Finally let’s write the count function, which is now trivial to implement:

  
pub fn count(n: usize) -> usize {
    let mut result: isize = 0;
    let primes = get_primes(n);
    let max_depth = get_max_depth(n, &primes);
    
    // Use Legendre's Formula
    result += primes.len() as isize;
    result -= 1;

    for depth in 0..(max_depth + 1) {
        let term = calculate_sum(n, &primes, depth, 1, None, 1) as isize;
        if depth % 2 == 0 {
            result += term;
        } else {
            result -= term;
        }
    }

    return result as usize;
}

Benchmarks show us that Legendre’s formula is faster than the Sieve of Eratosthenes for $n = 10^9$:

Begun testing the legendre implementation with n = 10^9.
The amount of prime numbers that are less than or equal to 10^9 is 50847534.
Elapsed: 4.29s
Finished testing the legendre implementation with n = 10^9.

Sadly, Legendre’s formula scales poorly. With $n = 10^{10}$ we almost reached the minute mark:

Begun testing the legendre implementation with n = 10^10.
The amount of prime numbers that are less than or equal to 10^10 is 455052511.
Elapsed: 55.34s
Finished testing the legendre implementation with n = 10^10.

so it does not make sense to attempt $n = 10^{12}$.

This failure to scale is due to the fact Legendre’s formula has to iterate over millions of choices of prime multiplications. Thankfully, our next approach will get rid of this problem.

Meissel–Lehmer’s algorithm

Now comes the interesting part of the post. In this article D. H. Lehmer introduces a very efficient formula for computing $\pi(n)$. Let’s prove it.

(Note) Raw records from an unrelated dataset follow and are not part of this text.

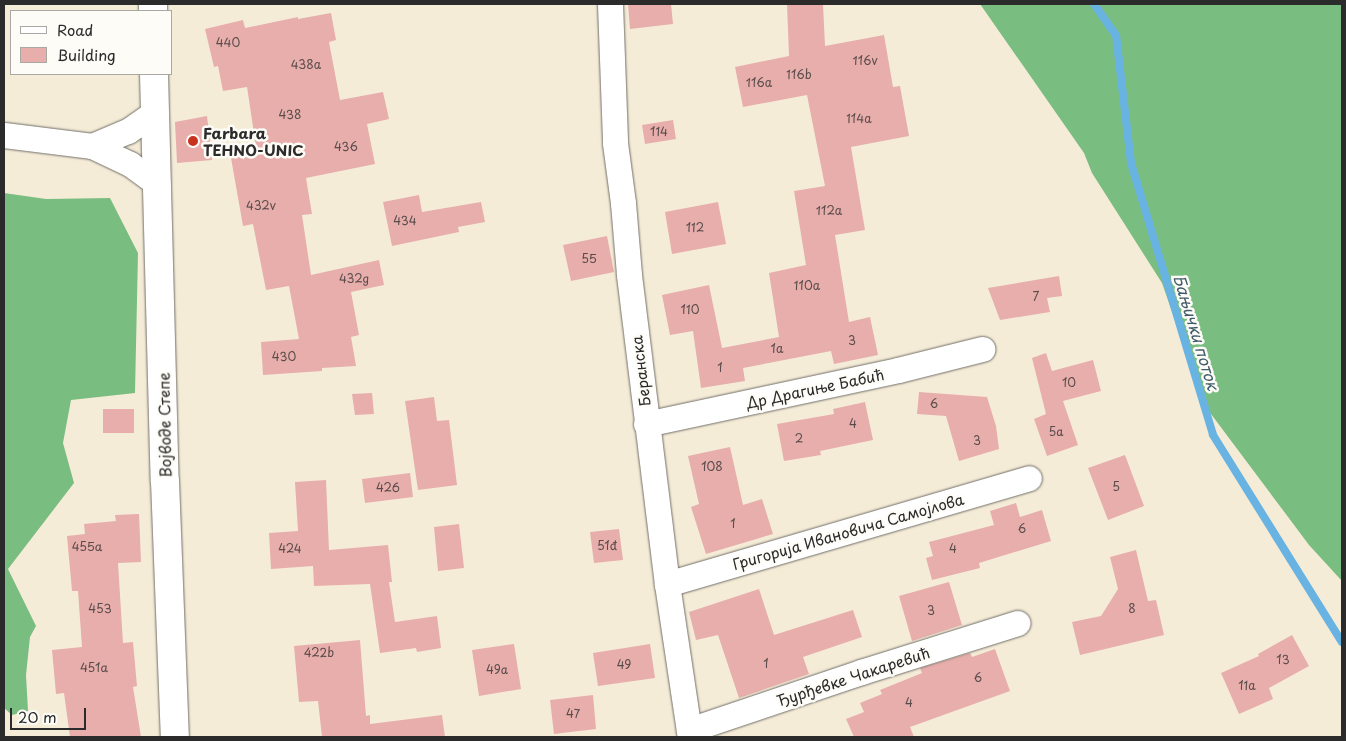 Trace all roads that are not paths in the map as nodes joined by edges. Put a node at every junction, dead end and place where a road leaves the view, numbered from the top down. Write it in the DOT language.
graph roads {
  1 [pos="610,4"];
  2 [pos="154,75"];
  3 [pos="155,112"];
  4 [pos="4,135"];
  5 [pos="92,146"];
  6 [pos="158,184"];
  7 [pos="982,349"];
  8 [pos="646,424"];
  9 [pos="1030,478"];
  10 [pos="667,584"];
  11 [pos="1018,623"];
  12 [pos="689,734"];
  13 [pos="175,737"];
  1 -- 8 [label="street, Беранска"];
  2 -- 3 [label="street, Војводе Степе"];
  3 -- 5 [label="street"];
  3 -- 6 [label="street, Војводе Степе"];
  4 -- 5 [label="street"];
  5 -- 6 [label="street"];
  6 -- 13 [label="street, Војводе Степе"];
  7 -- 8 [label="street, Др Драгиње Бабић"];
  8 -- 10 [label="street, Беранска"];
  9 -- 10 [label="street, Григорија Ивановича Самојлова"];
  10 -- 12 [label="street, Беранска"];
  11 -- 12 [label="street, Ђурђевке Чакаревић"];
} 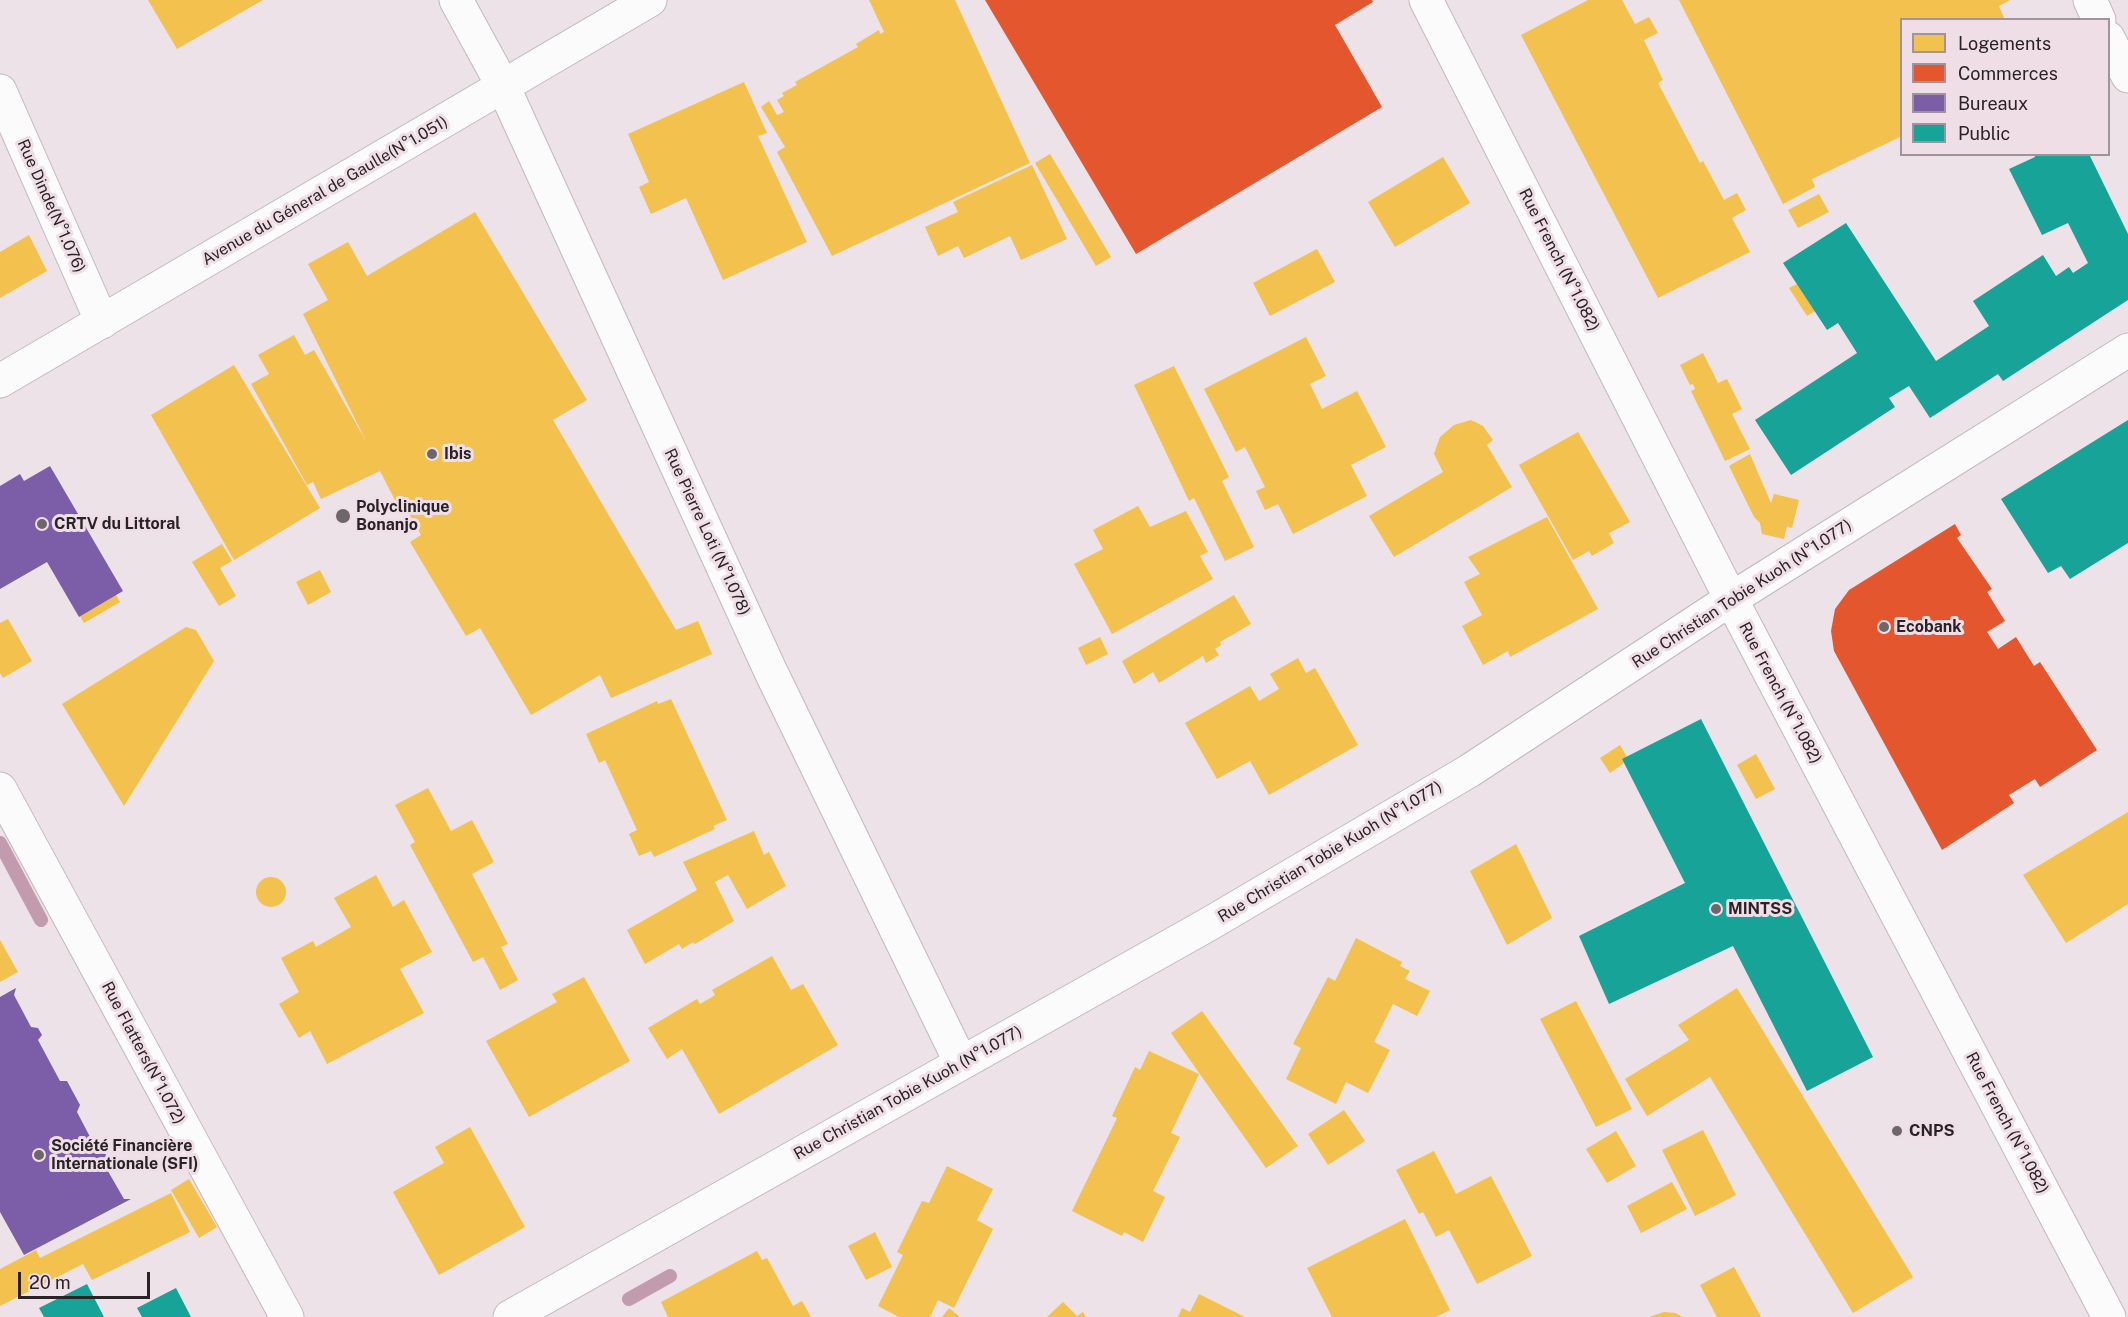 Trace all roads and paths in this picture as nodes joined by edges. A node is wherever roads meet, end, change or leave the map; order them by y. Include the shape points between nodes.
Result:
1 (456, 0) edge
2 (650, 0) edge
3 (1426, 0) edge
4 (2090, 0) edge
5 (2098, 18) edge
6 (2110, 40) edge
7 (2128, 76) edge
8 (503, 86) junction
9 (0, 91) edge
10 (102, 322) junction
11 (2128, 350) edge
12 (0, 381) edge
13 (1731, 599) junction
14 (0, 789) edge
15 (961, 1062) junction
16 (287, 1317) edge
17 (510, 1317) edge
18 (2109, 1317) edge

1 - 8 street, Rue Pierre Loti (N°1.078)
2 - 8 street, Avenue du Géneral de Gaulle(N°1.051)
3 - 13 street, Rue French (N°1.082)
4 - 5 street
6 - 7 street
8 - 10 street, Avenue du Géneral de Gaulle(N°1.051)
8 - 15 street, Rue Pierre Loti (N°1.078) via 770,670
9 - 10 street, Rue Dinde(N°1.076)
10 - 12 street, Avenue du Géneral de Gaulle(N°1.051)
11 - 13 street, Rue Christian Tobie Kuoh (N°1.077)
13 - 15 street, Rue Christian Tobie Kuoh (N°1.077) via 1469,771 1209,924
13 - 18 street, Rue French (N°1.082)
14 - 16 street, Rue Flatters(N°1.072)
15 - 17 street, Rue Christian Tobie Kuoh (N°1.077)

Let $P_k(n, a)$ be the amount of numbers less than or equal to $n$, which are not divisible by any of the first $a$ primes and which have exactly $k$ prime factors. Then:

\[\begin{equation} \phi(n, a) = \sum_{k = 0}^{r - 1} P_k(n, a) \end{equation}\]

for some finite $r$, as at some point the product of enough primes must be larger than $n$.

Note that:

\[\begin{equation} P_1(n, a) = \pi(n) - a \end{equation}\]

Joining $(1)$ and $(2)$ and using the fact that $P_0(n, a) = 1$ we get:

\[\pi(n) = a - 1 + \phi(n, a) - \sum_{k = 2}^{r - 1} P_k(n, a)\]

And with the right choice of $a$, and an efficient method to calculate $\phi(n, a)$ and the $P_k(n, a)$, we have an efficient formula for $\pi(n)$.

Let’s start by computing $P_2(n, a)$. Let $p_i$ be the $i$-th prime. Then:

\[P_2(n, a) = \sum_{p_i p_j \leq n} 1\] \[P_2(n, a) = \sum_{p_a < p_i \leq n / p_i} \sum_{p_i \leq p_j \leq n / p_i} 1\] \[P_2(n, a) = \sum_{p_a < p_i \leq \sqrt{n}} \sum_{p_i \leq p_j \leq n / p_i} 1\] \[P_2(n, a) = \sum_{p_a < p_i \leq \sqrt{n}} \{ \pi(n / p_i) - (i - 1) \}\]

Now let $b = \pi(\sqrt{n})$ and $c = \pi(\sqrt[3]{n})$. Then we can rewrite the above as follows:

\[P_2(n, a) = \sum_{p_a < p_i \leq \sqrt{n}} \{ \pi(n / p_i) - (i - 1) \}\] \[P_2(n, a) = \sum_{a < i \leq b} \{ \pi(n / p_i) - (i - 1) \}\] \[P_2(n, a) = \sum_{a < i \leq b} \pi(n / p_i) - \sum_{a < i \leq b} (i - 1)\] \[\begin{equation} P_2(n, a) = \sum_{a < i \leq b} \pi(n / p_i) - \frac{1}{2} (b - a) (b + a - 1) \\ \end{equation}\]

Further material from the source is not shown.